Much sooner, Sundance Channel is (in its own words) displaying its commitment to ecological issues and environmentally sustainable approaches to modern living. "The Green" is its umbrella title for a weekly programming block that aims to do Earth justice at a moment of particular urgency. The Green starts Tuesday at 9 p.m. ET (only days before April 22 — Earth Day, of course).

"Other than the original launch of the network (in 1996), this represents the largest investment we've ever made in an initiative," says Sundance Channel CEO Larry Aidem. "It's going to be a regular prime-time destination, every Tuesday night, indefinitely."

The Green is the network's latest venture beyond its independent-film roots.

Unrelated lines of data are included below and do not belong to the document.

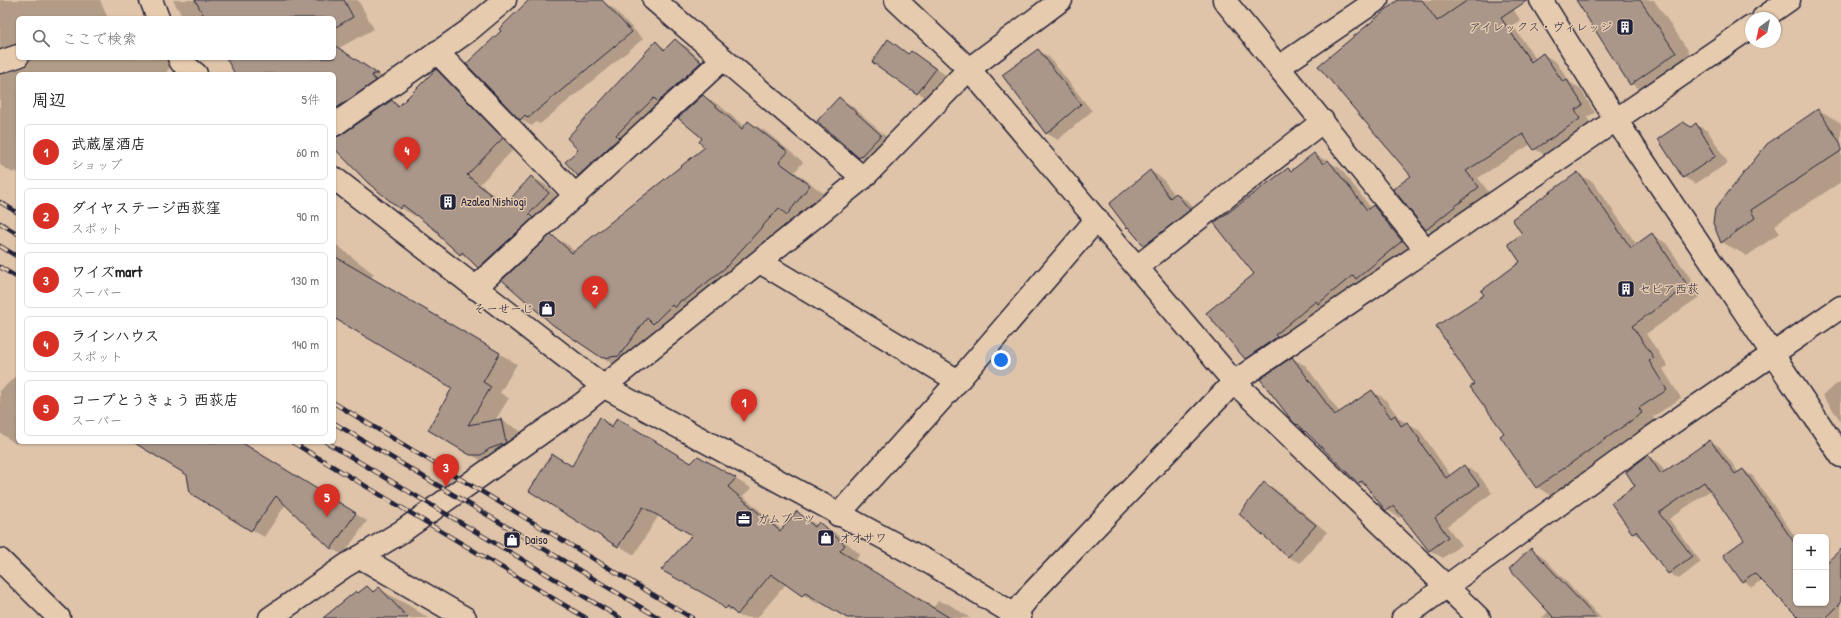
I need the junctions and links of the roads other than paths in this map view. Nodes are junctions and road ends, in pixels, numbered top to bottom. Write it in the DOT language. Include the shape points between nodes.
graph roads {
  1 [pos="505,0"];
  2 [pos="654,0"];
  3 [pos="896,0"];
  4 [pos="1062,0"];
  5 [pos="1224,0"];
  6 [pos="1377,0"];
  7 [pos="1541,0"];
  8 [pos="1789,0"];
  9 [pos="1772,12"];
  10 [pos="1745,31"];
  11 [pos="437,52"];
  12 [pos="16,57"];
  13 [pos="723,59"];
  14 [pos="180,60"];
  15 [pos="0,62"];
  16 [pos="1279,67"];
  17 [pos="969,68"];
  18 [pos="194,72"];
  19 [pos="1616,120"];
  20 [pos="1323,121"];
  21 [pos="336,124"];
  22 [pos="863,178"];
  23 [pos="336,180"];
  24 [pos="576,196"];
  25 [pos="1096,219"];
  26 [pos="1426,250"];
  27 [pos="760,262"];
  28 [pos="1137,267"];
  29 [pos="475,288"];
  30 [pos="1841,306"];
  31 [pos="1773,353"];
  32 [pos="958,381"];
  33 [pos="1234,382"];
  34 [pos="603,386"];
  35 [pos="1841,456"];
  36 [pos="838,515"];
  37 [pos="360,557"];
  38 [pos="0,560"];
  39 [pos="1447,587"];
  40 [pos="1018,616"];
  41 [pos="59,618"];
  42 [pos="270,618"];
  43 [pos="465,618"];
  44 [pos="1403,618"];
  45 [pos="1479,618"];
  1 -- 11 [label="street" via="468,31"];
  2 -- 13 [label="street"];
  3 -- 17 [label="street"];
  4 -- 17 [label="street"];
  5 -- 16 [label="street"];
  6 -- 16 [label="street"];
  7 -- 19 [label="street"];
  8 -- 9 [label="street"];
  10 -- 19 [label="street"];
  11 -- 21 [label="street"];
  11 -- 24 [label="street"];
  12 -- 15 [label="street"];
  13 -- 22 [label="street"];
  13 -- 24 [label="street"];
  14 -- 18 [label="street"];
  16 -- 20 [label="street"];
  17 -- 22 [label="street"];
  17 -- 25 [label="street"];
  19 -- 26 [label="street"];
  19 -- 31 [label="street"];
  20 -- 26 [label="street"];
  20 -- 28 [label="street"];
  22 -- 27 [label="street"];
  23 -- 29 [label="street"];
  24 -- 29 [label="street"];
  25 -- 28 [label="street"];
  25 -- 32 [label="street"];
  26 -- 33 [label="street"];
  27 -- 32 [label="street"];
  27 -- 34 [label="street"];
  28 -- 33 [label="street"];
  29 -- 34 [label="street"];
  30 -- 31 [label="street"];
  31 -- 35 [label="street"];
  31 -- 39 [label="street" via="1649,438"];
  32 -- 36 [label="street"];
  33 -- 39 [label="street"];
  33 -- 40 [label="street" via="1033,592"];
  34 -- 36 [label="street"];
  34 -- 37 [label="street" via="582,404 401,532"];
  36 -- 40 [label="street" via="932,564"];
  37 -- 42 [label="street"];
  37 -- 43 [label="street"];
  38 -- 41 [label="street"];
  39 -- 44 [label="street"];
  39 -- 45 [label="street"];
}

"We're not just for film fanatics anymore," says Aidem, adding that The Green reflects the passion for environmental issues long exhibited by Sundance Channel founder Robert Redford (who is partnered in the network with NBC Universal and CBS).

'Big Ideas' segments
The Green will address such problems as global warming, pollution and energy depletion. But emerging solutions will be highlighted, too.

"It won't be all gloom-and-doom," Aidem promises.

In its first 13 weeks, the night will begin with "Big Ideas for a Small Planet," which zeros in on green strategies for modern-day challenges. Topics include "Build," "Furnish," "Work" and "Kids." Then each "Big Ideas" edition is followed by a thematically complementary documentary premiering at 9:30 p.m.

Also part of the package are interstitial elements (including "Eco-Biz" and "The Ecoists") and a pair of hosts: journalist Simran Sethi and community advocate Majora Carter. And to help steer the whole endeavor, Sundance Channel has mobilized an advisory committee of some 30 environmental organizations and experts.

On Tuesday, "Big Ideas" begins with "Fuel," which poses the question: Can we imagine a world without gasoline?

Joel Woolf is trying to. The CEO of Veg Powered Systems, he will convert your diesel vehicle to a dual-tank rig that runs on diesel fuel ... or on vegetable oil. Take your pick.

Watch him at a racetrack frying chicken, then reusing the oil to fuel his truck for a "grudge match" with a gasoline-powered car. (He loses the race, but makes his point: His truck runs fine, while emitting a not-unpleasant scent of fried chicken.)

Woolf's isn't the only big idea offered. But, clearly, every good idea for alternative energy is needed: According to the show, for every mile you drive in your gas-powered car you release about one pound of global-warming pollution.

"All the things that you take for granted are at risk right now," warns global-warming activist (and wife of Larry) Laurie David. "The fall leaves changing at the time they're supposed to change. And snow falling when it's supposed to fall. And plants blooming when they're supposed to bloom.

"There's gonna come a point in time when our kids are gonna say, `What the heck were you thinking? Did you know and do nothing?'"

Crash course on oil
Following this half-hour, a documentary enlarges on the don't-be-fuelish theme.

"A Crude Awakening: The Oil Crash" is a crash course in the past, present and diminishing future of oil.

The film visits McCamey, Texas, which once was an oil-rich boom town but now, despite blithe assumptions that the good times would never end, appears to be bust.

"Now we realize you're going to deplete your supply, sooner or later," says Mayor Sherry Phillips. "They're not making a lot of dinosaurs anymore."

Even so, the modern world remains beholden to oil in what one speaker calls a "state of oil worship." And inasmuch as U.S. oil production peaked in 1970, "more and more, oil is going to come from less and less stable places," says Terry Lynn Karl, a Stanford University professor of political science.

This can only heighten a problem oil has foisted on consumers for decades, she adds: "Oil fuels war. It's a catalyst for war. It's something that prolongs war. It intensifies war."

In week two, "The Green" presents "Waste Food," a documentary that envisions a world whose every product, once discarded, is made reusable as something else. And the accompanying "Big Ideas" has some helpful suggestions on how to build green. Good thing for earthlings.

"The planet's fine," one speaker insists. "But WE'RE at stake."

Background on the show is online at www.sundancechannel.com/thegreen.